Pedro Gómez-Egaña / “Eşyaların Etki Alanı”
“İyilik ve kötülük kaygandır.” Nazım Hikmet
İstanbul Kültür Sanat Vakfı’nın düzenlediği İstanbul Bienalleri on beş yıldır artan bir ivmeyle şehrin en önemli sanat hareketlerinden biri hiç şüphesiz. Ücretsiz hale gelmesi ziyareti çoğalttı, girişteki barkod uygulamasıyla sanatseverler kayıt altına alındı. Yani şehrin sanat tüketen nüfusu da bir nevi sayımdan geçti. ‘Yeni sanat’, şehre dağılmış farklı açık ve kapalı mekânlarda sergi imkânı bulurken şehrin kültürel kullanım olanaklarını da her keresinde sınavdan geçirdi. İyi Bir Komşu konu başlığı, Türkiye gibi bir ülkede elbette epey politik ve güncele bağlı olma baskısı yaratmış olmalı, bu anlamda özgür bir üretim olduğundan şüpheliyim. Doğu ve Anadolu kültüründe ‘değerli’ bir ilişki tanımı olan komşuluk kavramı, çağrılan sanatçılarda; Suriye ve göçmenlik meselesi, ırkçılık, cinsiyetçilik, bireyin yalnızlığı, evin tanımı, doğadan uzaklaşma, kamusal alan sorgusu içeren ve daha çok yaşama mekânlarına eleştirel yaklaşan, niceliksel olaraksa az eserle işlenmişti. Bana kalırsa birkaç eser dışında genel itibariyle zayıf ve sönüktü. Yani ne kadar ‘yeni’ydi, ne kadar farklı bir bakışa eşlik ediyordu, yoksa tuhaf, büyük bir tekrarı mı estetize ediyordu, tartışmak gerek.
İmgenin Ölümü
Yeni sanat nedir, çerçevelemek zor; imgenin öne çıkışı, sanat türleri arasında sınırların kalkması, multi-disipliner teknikler, fikrin emeği solladığı ve gösteri odaklı sunuş diline mâlik, çağına paralel, bir çırpıda tükettiğimiz, hafızamızda tutunamayan, bir duyumuza değil beş duyumuza hitap etme yarışındaki sanat geliyor benim aklıma (Lungiswa Gqunta / “Çimen 1”). En azından kişisel tüketim biçimim böyle. Bugüne dek on beş bienal arasında, bir tekrar ve bir ortak dil olduğunu, artık daha az şaşırdığımı fark ettim. Küratörleri ve teması her keresinde değişse de bu aynı şeye bakma hissi, körleşme duygusu beni bu sene epey rahatsız etti. Alejandro Almanza Pereda’nın “Boşluk Korkusu” ve Alper Aydın’ın “D8M” eserlerine baktığımda işittiğim şey imgenin artık öleyazdığıydı. Bu iki eser hiçbir kapı açmıyordu bana. Ve enstalasyonun türsel bir tehlike sebebiyle giderek imgeyi nasıl çürütebileceğini düşünmeye başladım. Bir keşif olmadığında fikrin nasıl aymadığını ve elbette emeğin kendini nasıl ele verdiğini de.
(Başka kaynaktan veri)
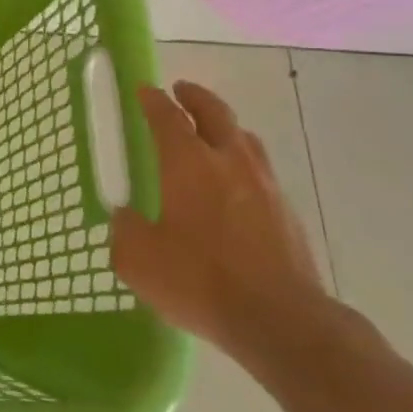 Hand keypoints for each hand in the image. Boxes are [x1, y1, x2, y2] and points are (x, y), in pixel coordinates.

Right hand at [111, 80, 326, 356]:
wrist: (280, 321)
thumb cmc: (199, 281)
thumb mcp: (138, 259)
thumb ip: (125, 230)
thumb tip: (127, 217)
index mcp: (188, 164)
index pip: (167, 117)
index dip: (153, 101)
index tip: (144, 90)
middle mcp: (229, 163)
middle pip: (215, 113)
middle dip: (195, 97)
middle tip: (181, 91)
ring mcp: (265, 186)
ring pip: (244, 139)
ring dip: (225, 127)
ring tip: (211, 133)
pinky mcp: (287, 213)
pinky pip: (260, 171)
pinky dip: (242, 163)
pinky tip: (234, 186) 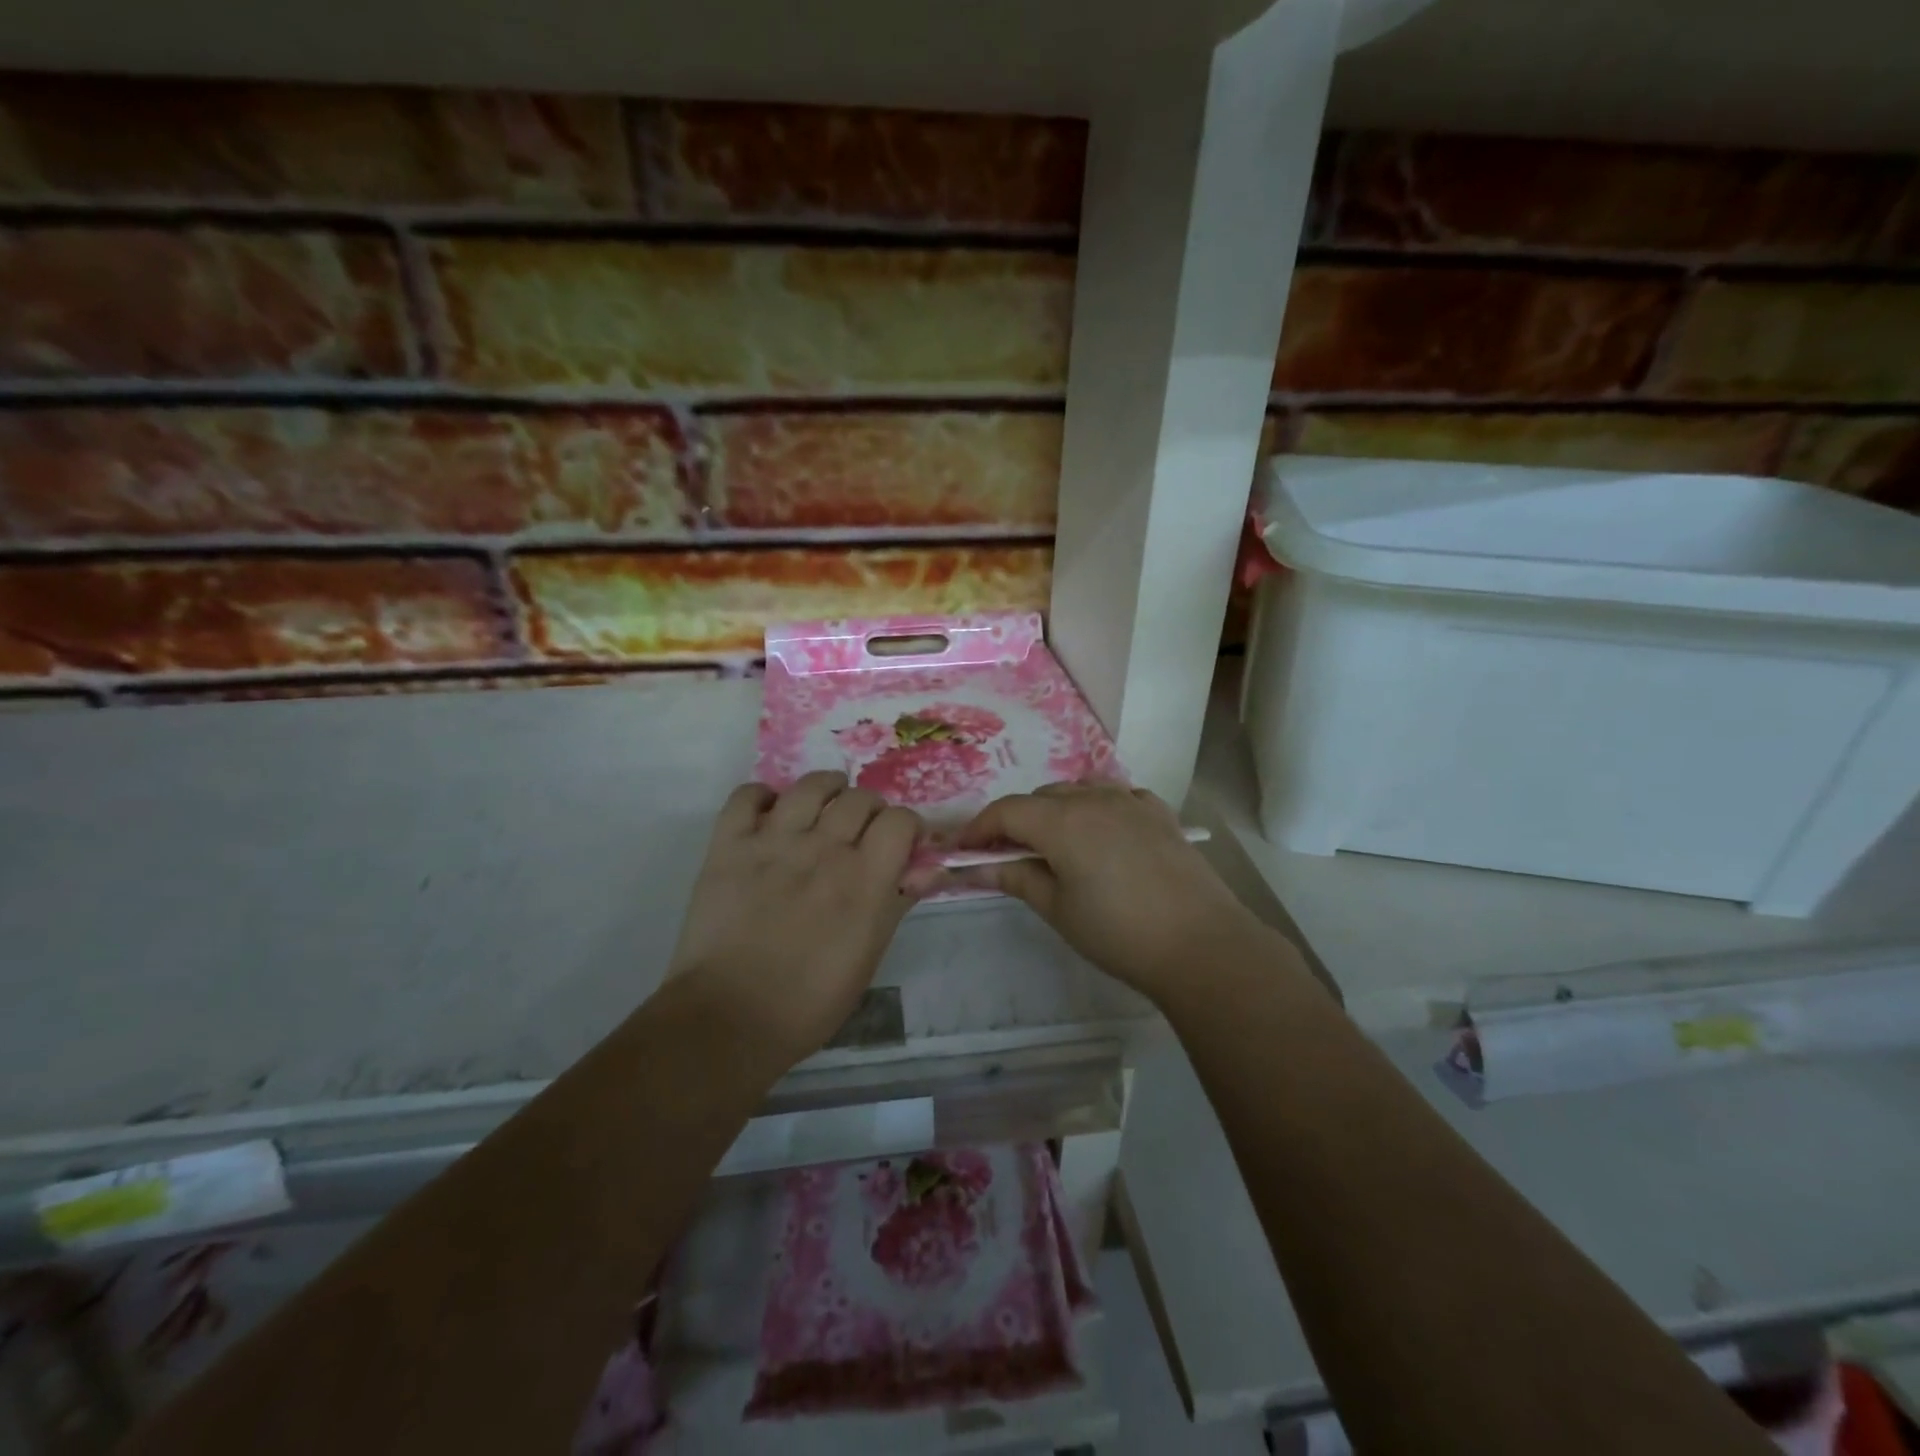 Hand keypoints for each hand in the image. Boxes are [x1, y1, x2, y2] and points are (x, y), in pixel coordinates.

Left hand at [670, 772, 924, 1064]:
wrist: (729, 1018)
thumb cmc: (810, 1001)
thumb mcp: (868, 956)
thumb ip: (898, 902)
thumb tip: (931, 868)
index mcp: (864, 879)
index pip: (900, 820)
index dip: (906, 827)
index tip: (902, 844)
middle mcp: (823, 848)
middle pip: (859, 798)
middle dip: (870, 810)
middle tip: (862, 832)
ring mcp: (773, 842)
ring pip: (810, 786)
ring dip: (826, 789)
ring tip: (826, 802)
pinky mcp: (729, 845)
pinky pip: (747, 795)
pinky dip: (762, 796)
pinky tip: (771, 812)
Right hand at [955, 781, 1265, 1003]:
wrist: (1201, 944)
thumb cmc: (1118, 933)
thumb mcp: (1058, 908)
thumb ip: (1016, 877)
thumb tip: (979, 866)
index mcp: (1062, 821)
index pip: (1006, 811)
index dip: (979, 828)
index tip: (964, 850)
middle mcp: (1094, 798)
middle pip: (1041, 797)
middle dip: (1016, 821)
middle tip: (1007, 855)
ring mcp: (1131, 801)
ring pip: (1078, 790)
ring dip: (1056, 810)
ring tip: (1054, 845)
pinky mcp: (1159, 812)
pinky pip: (1116, 796)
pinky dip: (1096, 807)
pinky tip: (1101, 833) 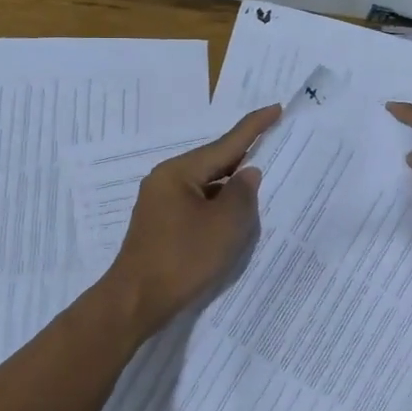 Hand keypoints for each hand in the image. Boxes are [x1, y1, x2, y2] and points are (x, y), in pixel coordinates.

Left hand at [101, 104, 280, 334]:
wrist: (136, 302)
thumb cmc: (182, 259)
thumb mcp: (225, 225)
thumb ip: (243, 194)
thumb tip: (248, 173)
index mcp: (179, 172)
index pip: (226, 143)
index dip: (254, 127)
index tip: (275, 108)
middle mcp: (166, 180)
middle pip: (214, 162)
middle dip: (244, 157)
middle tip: (275, 145)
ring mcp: (161, 203)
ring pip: (206, 185)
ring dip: (232, 186)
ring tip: (263, 182)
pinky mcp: (162, 224)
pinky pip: (198, 204)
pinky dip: (219, 206)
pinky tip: (235, 214) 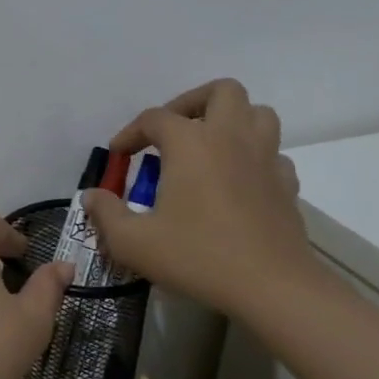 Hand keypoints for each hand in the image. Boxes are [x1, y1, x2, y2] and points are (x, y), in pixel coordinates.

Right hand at [83, 79, 321, 316]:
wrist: (272, 287)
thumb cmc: (197, 256)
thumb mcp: (133, 241)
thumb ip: (106, 214)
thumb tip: (91, 196)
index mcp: (191, 143)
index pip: (154, 118)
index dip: (130, 132)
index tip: (118, 155)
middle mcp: (231, 138)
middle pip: (221, 92)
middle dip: (191, 103)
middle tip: (171, 132)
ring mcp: (266, 158)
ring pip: (257, 114)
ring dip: (230, 121)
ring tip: (207, 147)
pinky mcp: (287, 184)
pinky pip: (272, 153)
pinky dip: (252, 157)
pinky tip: (236, 181) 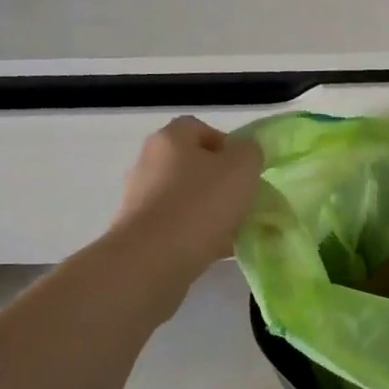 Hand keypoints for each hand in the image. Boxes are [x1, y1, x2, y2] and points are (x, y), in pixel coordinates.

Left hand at [111, 117, 263, 284]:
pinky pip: (175, 226)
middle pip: (191, 164)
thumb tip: (244, 153)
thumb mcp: (242, 168)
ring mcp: (140, 198)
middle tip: (242, 199)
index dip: (225, 144)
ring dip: (208, 209)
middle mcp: (149, 163)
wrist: (153, 259)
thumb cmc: (201, 203)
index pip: (199, 128)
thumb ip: (250, 152)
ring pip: (185, 197)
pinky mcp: (138, 231)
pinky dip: (195, 233)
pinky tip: (216, 249)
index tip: (244, 168)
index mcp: (170, 139)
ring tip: (234, 229)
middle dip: (219, 180) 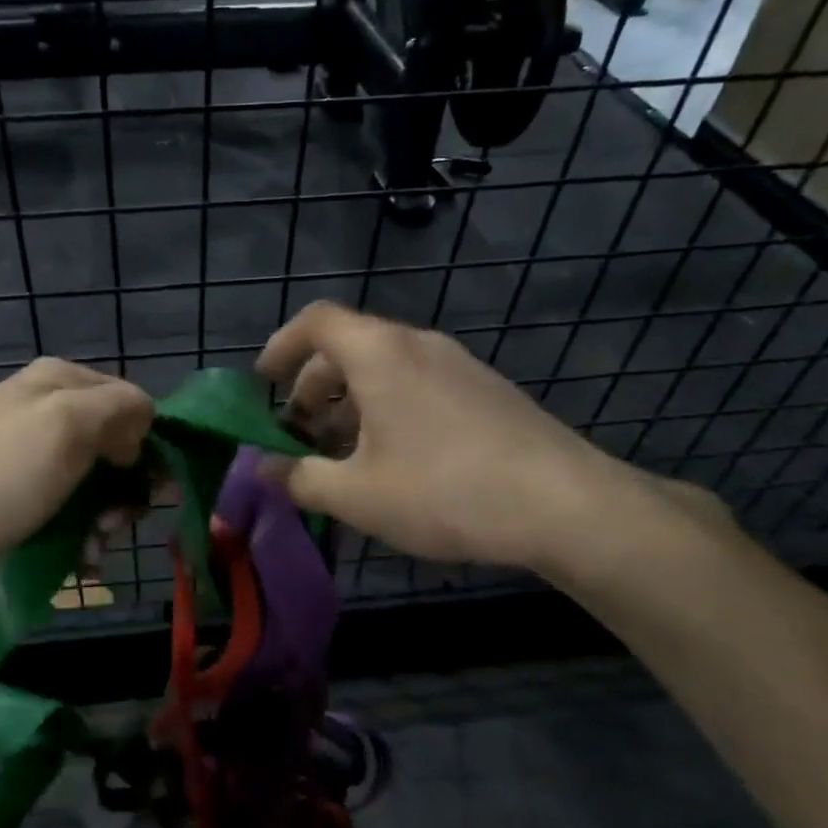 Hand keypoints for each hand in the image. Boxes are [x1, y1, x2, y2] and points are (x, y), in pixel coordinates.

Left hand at [0, 358, 153, 586]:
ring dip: (99, 519)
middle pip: (113, 446)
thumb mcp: (67, 428)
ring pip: (87, 480)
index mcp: (64, 381)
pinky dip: (71, 529)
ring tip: (89, 554)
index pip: (136, 407)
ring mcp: (21, 445)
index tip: (142, 495)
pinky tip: (72, 559)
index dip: (148, 450)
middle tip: (109, 528)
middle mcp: (45, 405)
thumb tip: (143, 425)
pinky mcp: (3, 483)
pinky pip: (56, 501)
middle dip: (121, 492)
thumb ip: (120, 410)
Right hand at [257, 302, 676, 573]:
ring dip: (349, 405)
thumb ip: (301, 478)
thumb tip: (263, 470)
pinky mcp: (484, 391)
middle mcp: (418, 345)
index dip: (280, 346)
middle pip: (347, 347)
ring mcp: (457, 365)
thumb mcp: (358, 495)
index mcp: (380, 354)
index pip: (316, 322)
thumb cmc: (445, 491)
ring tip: (339, 457)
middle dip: (311, 389)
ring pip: (384, 370)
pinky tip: (391, 462)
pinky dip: (386, 411)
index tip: (262, 385)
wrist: (566, 505)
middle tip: (297, 436)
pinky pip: (417, 385)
Küratörler, 1995 yılından bu yana Kopenhag’da birlikte çalışan İskandinav sanatçı ikilisi Elmgreen & Dragset’in çalışmaları, yerleştirme, heykel, performans ve tiyatro dâhil pek çok sanat türüne uzanıyor. İkili, günümüzün kamusal alan kavramı üzerine yeni bir diyalog başlatmak amacıyla 2013’te, Münih kentinin tümüne yayılmak üzere, “A Space Called Public” (Kamusal Denilen Bir Alan) adını taşıyan geniş kapsamlı, geçici bir kamusal sanat projesi yürütmüştü. (1) Sunuş yazılarını okuduğumda fark ettim ki, Avrupa’dan Türkiye’ye bakış egemenliğinden kaçamamışlardı. Türkiye’de ‘yeni sanat’ coğrafi-politik unsurların mahkûmiyetine kolayca girmiş görünüyor ne yazık ki. Dolayısıyla, “İyi Bir Komşu” konu başlığı yerli katılımcı sanatçılar için bir tür ‘fıtrat’ görevi görmüş. Gündelik politika etkisi komşuluk kavramının özüne inilmesine engel olmuş.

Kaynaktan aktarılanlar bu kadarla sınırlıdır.